Beefy Boxes and Bandwidth Generously Provided by pair Networks
Pathologically Eclectic Rubbish Lister
 
PerlMonks  

Re: Code for generating a word frequency count not working

by graff (Chancellor)
on Nov 24, 2014 at 05:36 UTC ( [id://1108223]=note: print w/replies, xml ) Need Help??


in reply to Code for generating a word frequency count not working

Apart from the very good comments above, I would add:

(1) This sort of process is usually better off without having specific file names hard-coded in the script. You can use one or more command-line args for input files, or run some other command that prints text to stdout and pipe that to your script's STDIN. If your script prints results to STDOUT, you can either use redirection on the command line to create an output file (i.e.: your_script.pl some_files*.txt > word_hist.txt) or pipe the output to some other process.

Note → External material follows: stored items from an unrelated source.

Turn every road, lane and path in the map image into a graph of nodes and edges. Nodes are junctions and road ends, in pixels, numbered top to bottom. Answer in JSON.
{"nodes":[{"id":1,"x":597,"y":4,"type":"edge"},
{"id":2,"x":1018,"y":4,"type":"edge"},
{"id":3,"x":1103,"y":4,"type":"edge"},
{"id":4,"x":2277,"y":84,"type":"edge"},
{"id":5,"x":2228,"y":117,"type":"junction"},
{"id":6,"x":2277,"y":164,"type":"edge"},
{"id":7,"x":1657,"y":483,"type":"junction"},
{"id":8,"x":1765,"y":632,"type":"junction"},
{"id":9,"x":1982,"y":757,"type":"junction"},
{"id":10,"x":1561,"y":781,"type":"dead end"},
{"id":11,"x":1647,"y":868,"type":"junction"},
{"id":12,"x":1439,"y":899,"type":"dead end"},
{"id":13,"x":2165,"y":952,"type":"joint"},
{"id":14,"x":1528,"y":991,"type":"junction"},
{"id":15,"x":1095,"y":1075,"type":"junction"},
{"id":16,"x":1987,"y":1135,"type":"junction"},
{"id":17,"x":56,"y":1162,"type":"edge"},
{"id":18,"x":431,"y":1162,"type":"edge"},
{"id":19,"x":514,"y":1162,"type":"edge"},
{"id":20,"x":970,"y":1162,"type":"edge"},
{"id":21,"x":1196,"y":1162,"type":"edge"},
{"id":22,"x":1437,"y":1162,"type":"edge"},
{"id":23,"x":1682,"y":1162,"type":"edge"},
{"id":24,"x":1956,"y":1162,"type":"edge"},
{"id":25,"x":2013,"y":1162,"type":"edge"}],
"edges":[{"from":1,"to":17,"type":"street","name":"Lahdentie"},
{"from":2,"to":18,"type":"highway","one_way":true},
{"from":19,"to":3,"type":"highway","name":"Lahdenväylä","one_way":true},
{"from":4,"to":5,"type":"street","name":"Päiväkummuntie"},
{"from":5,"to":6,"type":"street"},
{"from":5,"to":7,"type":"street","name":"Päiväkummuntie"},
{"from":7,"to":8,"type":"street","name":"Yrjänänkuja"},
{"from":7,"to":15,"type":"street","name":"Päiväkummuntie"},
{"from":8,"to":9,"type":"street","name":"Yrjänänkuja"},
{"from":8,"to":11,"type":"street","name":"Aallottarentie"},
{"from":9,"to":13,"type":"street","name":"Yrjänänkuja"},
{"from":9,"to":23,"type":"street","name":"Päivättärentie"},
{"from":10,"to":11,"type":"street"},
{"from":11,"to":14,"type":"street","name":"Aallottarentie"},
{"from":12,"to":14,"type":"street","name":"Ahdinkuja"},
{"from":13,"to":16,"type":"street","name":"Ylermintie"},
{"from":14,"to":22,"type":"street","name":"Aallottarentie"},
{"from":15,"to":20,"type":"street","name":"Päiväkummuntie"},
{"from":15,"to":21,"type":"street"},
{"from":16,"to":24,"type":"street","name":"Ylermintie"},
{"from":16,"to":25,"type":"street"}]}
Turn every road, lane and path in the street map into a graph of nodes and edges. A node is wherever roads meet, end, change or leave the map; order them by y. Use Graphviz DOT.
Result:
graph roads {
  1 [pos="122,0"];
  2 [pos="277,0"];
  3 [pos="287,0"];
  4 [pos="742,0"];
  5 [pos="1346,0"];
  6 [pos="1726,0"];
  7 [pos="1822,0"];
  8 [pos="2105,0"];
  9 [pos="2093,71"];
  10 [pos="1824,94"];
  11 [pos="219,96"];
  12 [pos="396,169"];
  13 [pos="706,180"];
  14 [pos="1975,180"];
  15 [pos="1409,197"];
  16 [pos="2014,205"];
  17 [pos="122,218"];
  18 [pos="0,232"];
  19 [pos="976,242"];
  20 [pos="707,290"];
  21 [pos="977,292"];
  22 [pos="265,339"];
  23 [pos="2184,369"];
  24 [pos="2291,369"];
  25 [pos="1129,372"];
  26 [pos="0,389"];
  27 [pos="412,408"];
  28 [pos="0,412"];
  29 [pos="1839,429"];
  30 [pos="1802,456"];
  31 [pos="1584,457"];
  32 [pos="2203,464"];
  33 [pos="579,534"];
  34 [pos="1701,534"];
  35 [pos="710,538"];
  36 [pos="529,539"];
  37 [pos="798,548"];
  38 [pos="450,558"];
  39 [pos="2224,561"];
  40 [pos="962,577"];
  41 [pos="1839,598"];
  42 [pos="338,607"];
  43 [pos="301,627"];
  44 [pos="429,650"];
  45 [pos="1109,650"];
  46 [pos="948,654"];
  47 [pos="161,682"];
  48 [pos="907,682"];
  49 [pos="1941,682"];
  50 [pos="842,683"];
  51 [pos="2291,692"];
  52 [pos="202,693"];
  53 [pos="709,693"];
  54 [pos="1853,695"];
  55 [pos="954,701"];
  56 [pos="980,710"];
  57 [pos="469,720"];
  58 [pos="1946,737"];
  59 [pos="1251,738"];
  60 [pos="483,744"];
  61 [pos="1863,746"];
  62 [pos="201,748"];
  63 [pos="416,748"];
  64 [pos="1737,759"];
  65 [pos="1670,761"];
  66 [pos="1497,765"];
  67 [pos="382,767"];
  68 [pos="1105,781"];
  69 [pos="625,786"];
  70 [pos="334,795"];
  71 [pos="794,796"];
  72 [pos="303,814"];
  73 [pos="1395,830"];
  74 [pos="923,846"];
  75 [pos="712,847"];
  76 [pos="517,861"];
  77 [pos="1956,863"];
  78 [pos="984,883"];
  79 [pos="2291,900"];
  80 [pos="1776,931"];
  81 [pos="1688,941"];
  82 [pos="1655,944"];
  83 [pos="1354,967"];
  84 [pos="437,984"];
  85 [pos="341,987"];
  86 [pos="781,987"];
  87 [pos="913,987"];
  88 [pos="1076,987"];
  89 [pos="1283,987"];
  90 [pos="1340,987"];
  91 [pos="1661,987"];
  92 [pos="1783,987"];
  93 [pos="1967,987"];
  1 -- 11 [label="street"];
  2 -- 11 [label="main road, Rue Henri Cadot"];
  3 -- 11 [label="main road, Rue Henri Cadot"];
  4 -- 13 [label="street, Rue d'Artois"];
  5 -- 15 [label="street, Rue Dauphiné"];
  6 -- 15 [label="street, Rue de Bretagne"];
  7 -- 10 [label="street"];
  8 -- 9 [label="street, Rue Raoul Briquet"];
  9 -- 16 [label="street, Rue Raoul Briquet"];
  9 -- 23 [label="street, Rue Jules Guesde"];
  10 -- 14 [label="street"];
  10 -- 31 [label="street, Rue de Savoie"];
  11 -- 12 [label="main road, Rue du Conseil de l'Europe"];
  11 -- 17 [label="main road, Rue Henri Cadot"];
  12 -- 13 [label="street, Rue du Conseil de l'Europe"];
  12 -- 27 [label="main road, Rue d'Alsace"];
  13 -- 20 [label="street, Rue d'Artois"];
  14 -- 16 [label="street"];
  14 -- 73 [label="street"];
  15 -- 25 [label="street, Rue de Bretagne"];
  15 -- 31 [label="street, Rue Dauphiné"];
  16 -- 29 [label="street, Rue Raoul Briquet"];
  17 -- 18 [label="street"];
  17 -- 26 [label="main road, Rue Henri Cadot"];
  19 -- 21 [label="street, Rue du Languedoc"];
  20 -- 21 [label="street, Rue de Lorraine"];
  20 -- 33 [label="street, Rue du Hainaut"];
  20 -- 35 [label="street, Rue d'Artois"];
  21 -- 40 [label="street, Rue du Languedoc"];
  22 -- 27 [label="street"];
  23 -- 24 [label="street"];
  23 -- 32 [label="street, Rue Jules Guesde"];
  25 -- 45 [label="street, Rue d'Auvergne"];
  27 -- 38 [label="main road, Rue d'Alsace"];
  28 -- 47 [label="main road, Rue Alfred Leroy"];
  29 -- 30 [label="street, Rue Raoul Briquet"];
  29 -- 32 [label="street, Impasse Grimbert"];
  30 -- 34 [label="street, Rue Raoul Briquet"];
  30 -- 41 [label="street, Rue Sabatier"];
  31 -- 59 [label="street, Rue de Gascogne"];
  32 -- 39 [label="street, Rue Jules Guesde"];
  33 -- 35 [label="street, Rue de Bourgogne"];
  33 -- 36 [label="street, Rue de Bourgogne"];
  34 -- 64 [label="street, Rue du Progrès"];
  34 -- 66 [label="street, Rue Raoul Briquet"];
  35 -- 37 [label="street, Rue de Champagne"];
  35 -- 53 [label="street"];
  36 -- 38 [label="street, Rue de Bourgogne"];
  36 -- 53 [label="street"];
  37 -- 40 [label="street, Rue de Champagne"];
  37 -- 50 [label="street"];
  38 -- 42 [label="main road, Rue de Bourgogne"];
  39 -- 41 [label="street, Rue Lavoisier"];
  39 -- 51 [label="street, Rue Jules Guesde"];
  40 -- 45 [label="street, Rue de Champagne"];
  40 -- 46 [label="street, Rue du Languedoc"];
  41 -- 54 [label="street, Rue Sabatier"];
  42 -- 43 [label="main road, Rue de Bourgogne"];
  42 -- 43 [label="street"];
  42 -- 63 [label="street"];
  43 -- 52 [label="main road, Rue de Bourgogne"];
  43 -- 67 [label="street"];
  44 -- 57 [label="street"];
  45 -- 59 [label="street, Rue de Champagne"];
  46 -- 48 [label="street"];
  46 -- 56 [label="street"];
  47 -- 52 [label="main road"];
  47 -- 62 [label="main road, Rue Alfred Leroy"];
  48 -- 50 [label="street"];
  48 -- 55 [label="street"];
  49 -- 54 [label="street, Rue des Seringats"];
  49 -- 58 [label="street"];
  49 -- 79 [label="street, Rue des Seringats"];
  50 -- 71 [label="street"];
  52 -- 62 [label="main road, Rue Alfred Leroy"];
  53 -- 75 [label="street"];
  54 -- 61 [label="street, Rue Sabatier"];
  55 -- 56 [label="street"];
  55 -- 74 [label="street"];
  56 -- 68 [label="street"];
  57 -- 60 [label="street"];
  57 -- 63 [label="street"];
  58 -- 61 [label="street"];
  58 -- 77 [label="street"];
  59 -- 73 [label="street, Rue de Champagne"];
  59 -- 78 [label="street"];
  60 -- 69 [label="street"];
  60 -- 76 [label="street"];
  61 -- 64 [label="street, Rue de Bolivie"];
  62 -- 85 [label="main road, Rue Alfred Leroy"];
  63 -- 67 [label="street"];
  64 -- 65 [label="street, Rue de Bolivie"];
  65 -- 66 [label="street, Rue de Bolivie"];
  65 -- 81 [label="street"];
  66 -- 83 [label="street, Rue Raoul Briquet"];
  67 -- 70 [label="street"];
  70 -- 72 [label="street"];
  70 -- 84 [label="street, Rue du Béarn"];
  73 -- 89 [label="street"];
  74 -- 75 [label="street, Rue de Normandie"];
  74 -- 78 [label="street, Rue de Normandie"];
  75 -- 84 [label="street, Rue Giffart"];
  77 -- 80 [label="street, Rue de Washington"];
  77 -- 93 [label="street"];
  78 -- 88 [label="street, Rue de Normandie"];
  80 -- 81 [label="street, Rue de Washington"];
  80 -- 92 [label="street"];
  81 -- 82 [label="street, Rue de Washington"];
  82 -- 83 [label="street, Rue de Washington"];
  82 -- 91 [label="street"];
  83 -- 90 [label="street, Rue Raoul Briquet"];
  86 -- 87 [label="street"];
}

(2) GrandFather already pointed out a different sorting method, but I think it's better to sort numerically, and then format the numbers for output. (If you really want leading zeros in the output, that's fine and easy, but you don't need to do that just to sort the output.) Also, for sets of words that occur with the same frequency, it's often useful to have them listed in alphabetical order.

(3) The OP method of conditioning the text will work fine so long as your input data is always ASCII-only text, but if you happen to end up with data that contains things like "pie à la mode" or "naïve", your results will be inaccurate (à won't be counted at all, and naïve will be counted as two "words", na and ve). In this case, you need to know what character encoding is being used (utf8?, cp1252? something else?), and decode the input accordingly.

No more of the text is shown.